Happiness: The Search for Objective Value Continues
There is a philosophy of happiness and a psychology of happiness.
Philosophy pursues normative questions; psychology is more descriptive.
We do not really know what a good life looks like, objectively.
Since the days of classical Greece, philosophers have puzzled over what happiness is, how to achieve it, and whether it is actually good for you. Along the way, the concept of happiness has rubbed up against other valued concepts such as meaning, morality, and achievement. The question of whether you are happy often bleeds into the question of whether you have had a good life.
Psychology is a comparatively late arrival. After co-teaching a lecture course on The Psychology and the Philosophy of Happiness for a few years, the differences between the two disciplines and the approaches they take have become clearer to me. Consider two differences. First, compared with psychological theory and research, philosophical inquiry tends to look for answers to normative questions (Krueger, 2015). What is happiness is a normative question, signified by the italic print. Using rigorous questioning as a tool, the search for objective truth proceeds by ruling out reasonable ideas because of their imperfections as identified by thought-experimental counterexamples. Second, philosophical inquiry is more interested in the good life writ large than in experienced states of happiness. This, in my view, shows a general predilection to go after the larger questions.
There is a certain immodesty in this, as though limited or local questions, e.g., about the waxing and waning of certain mood states, is not worth the exertion of philosophical brainpower. Psychological approaches take subjective reports more seriously, and they shy away from reifying latent variables. For instance, psychometricians build and test models of latent variables representing stable personality traits of, say, cheerfulness or sociability, but they would not assume that there is such a thing as cheerfulness that can be objectively identified and be held in the palm of one’s hand. It is understood that measurement models and measurement instruments stand in a reciprocal relationship to theoretical concepts.
I will share three notes I pitched to my students after reflecting (with limited success) on ideas that arose in philosophy lectures.
The happiness paradox
Some philosophers claim that "a meaningful life is other-oriented, but then gives your life meaning." This amounts to a paradox: "It’s good for you to pursue the good of others instead of your own good.” Now, a paradox is a self-nullifying statement. This particular one implies that you can only achieve your good by not achieving it. Or conversely, you cannot achieve it by achieving it. One possible conclusion is to stop worrying about the objective good and start living.
Happiness and morality
Aristotle, Mill, and Kant had strikingly different views on the relationship between happiness and morality. For Aristotle, the two converge. For Mill, meaning aims at happiness. For Kant, happiness undermines morality. All three philosophers had good reasons for their positions, and none of them has been, as far as I know, refuted. Hence the question: If the happiness-morality relationship is a normative issue, which implies that only one view can be true, how are we to act? Perhaps the unresolved normative question leaves room for folk conceptions to guide us. They do so anyway, regardless of what philosophers grant.
Happiness and achievement
"The decision about useful elements of SWB should take reality, as well as the psychometrics of self-reported measures, into account. Good relationships, meaning, and accomplishment are not after all exhaustively measured by self-report. We also want to know how your husband rates your marriage, how your bosses and employees rate your self-reported accomplishment, and how others rate the amount of meaning in your life."
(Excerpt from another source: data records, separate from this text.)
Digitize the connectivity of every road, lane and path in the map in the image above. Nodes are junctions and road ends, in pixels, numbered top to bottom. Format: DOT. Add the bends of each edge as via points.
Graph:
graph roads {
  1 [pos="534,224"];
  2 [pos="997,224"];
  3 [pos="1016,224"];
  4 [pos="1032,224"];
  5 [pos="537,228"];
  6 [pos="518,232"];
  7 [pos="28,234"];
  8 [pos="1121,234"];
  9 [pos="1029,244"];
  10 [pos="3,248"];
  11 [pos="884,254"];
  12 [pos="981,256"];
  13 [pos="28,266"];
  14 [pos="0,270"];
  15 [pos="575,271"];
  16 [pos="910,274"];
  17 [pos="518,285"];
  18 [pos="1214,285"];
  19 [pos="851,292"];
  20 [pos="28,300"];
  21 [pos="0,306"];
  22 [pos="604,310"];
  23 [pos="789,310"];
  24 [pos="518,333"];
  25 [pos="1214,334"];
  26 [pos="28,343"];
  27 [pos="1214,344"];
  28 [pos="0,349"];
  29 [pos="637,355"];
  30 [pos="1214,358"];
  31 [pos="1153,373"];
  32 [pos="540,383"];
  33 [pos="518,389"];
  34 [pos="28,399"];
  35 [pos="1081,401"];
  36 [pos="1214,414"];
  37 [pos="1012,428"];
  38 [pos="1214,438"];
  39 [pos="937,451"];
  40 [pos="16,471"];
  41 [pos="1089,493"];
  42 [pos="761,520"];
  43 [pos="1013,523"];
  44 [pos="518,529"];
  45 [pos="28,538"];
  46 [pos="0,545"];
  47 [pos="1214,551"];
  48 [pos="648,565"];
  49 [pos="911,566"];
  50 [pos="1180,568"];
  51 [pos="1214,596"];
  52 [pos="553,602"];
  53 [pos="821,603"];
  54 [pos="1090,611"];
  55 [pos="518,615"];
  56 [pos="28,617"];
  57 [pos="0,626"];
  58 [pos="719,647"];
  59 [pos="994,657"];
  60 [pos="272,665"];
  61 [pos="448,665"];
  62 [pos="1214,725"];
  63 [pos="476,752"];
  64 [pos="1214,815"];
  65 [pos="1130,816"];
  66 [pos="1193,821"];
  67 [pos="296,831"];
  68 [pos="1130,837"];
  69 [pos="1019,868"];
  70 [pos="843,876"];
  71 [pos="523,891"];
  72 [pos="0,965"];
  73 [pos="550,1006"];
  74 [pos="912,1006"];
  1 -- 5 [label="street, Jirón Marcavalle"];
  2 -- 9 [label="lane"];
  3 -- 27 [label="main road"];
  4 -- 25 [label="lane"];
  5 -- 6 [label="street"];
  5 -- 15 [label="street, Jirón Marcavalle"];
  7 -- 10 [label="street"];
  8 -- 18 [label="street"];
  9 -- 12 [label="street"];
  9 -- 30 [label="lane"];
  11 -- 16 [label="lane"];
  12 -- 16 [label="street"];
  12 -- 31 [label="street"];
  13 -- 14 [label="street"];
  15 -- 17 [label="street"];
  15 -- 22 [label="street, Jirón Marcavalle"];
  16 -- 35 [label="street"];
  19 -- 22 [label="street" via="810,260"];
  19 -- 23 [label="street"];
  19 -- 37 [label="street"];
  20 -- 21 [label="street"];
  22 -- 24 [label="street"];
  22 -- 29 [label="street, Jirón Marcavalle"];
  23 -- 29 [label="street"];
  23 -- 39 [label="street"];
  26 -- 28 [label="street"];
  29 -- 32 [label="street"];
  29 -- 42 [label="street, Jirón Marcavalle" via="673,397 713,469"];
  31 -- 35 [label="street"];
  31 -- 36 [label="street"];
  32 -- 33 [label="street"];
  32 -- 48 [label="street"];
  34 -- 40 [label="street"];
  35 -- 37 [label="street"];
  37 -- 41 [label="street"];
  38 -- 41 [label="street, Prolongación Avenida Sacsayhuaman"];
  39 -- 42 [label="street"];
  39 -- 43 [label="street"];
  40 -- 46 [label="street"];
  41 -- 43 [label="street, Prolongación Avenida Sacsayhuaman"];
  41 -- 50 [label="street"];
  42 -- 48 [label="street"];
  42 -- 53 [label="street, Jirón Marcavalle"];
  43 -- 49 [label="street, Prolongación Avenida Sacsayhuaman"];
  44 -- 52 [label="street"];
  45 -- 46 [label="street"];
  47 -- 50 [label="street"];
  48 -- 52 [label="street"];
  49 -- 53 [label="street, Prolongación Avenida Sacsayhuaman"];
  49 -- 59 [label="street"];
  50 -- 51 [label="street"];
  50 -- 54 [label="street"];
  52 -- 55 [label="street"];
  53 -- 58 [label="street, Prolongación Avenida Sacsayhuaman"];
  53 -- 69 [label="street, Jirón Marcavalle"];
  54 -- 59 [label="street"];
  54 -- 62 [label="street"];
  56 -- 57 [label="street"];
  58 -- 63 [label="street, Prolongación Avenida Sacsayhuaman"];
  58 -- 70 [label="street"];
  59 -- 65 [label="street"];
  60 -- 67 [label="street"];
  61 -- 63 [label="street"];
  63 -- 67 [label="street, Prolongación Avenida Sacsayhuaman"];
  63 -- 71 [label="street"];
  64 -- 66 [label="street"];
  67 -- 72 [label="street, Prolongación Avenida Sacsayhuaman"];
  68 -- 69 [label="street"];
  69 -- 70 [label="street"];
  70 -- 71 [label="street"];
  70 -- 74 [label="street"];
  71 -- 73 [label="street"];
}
How do we know whether what we have accomplished amounts to an objective achievement? Psychologists do not ask this question. The quote above is from Marty Seligman (2018, p. 2), the godfather of positive psychology, who, in 2011, introduced the PERMA model of well-being. PERMA = positive emotion, engagement, relationships, meaning, and accomplishment (= achievement). Seligman validates his model by noting high correlations between PERMA and SWB (Subjective Well-Being), which is sort of but not entirely convincing because PERMA and SWB share some of the same variables. Accomplishment is assessed only through human judgment (by the self and by observers).
What else could one do? Some claim that the ceiling painting in the Sistine Chapel is an objective achievement. Catholics and lovers of Renaissance art agree. Iconoclasts (e.g., the Taliban or the Fuegians) dissent. My question is: When (and how) does intersubjective consensus reveal objective truth? Or does it ever? Arguably, sometimes a few experts have a better fix on 'true' value than do the masses (I know that this begs the question of how we have access to that truth independent of those very expert judgments).
Take a final example from science and scholarship: Of all the professors at the local university, who has achieved objectively the most? We do not know, and I claim we cannot know. What we have and what we work with the best we can is proxies, such as metrics like prizes, citation counts, or public acclaim. Some achievements have an objective element, such as finding the solution to Fermat's last theorem. Then again, what has this solution contributed to the well-being of the world? Perhaps less than your last donation to the local food bank. I think it is time we learn how to live in the absence of objective values. We might be happier for doing so.
As to the happy message on a local coffee shop's chalkboard, I think I will ask them to consider an alternate invitation: 'Do more of what makes your life a good life.' Okay, you figure it out.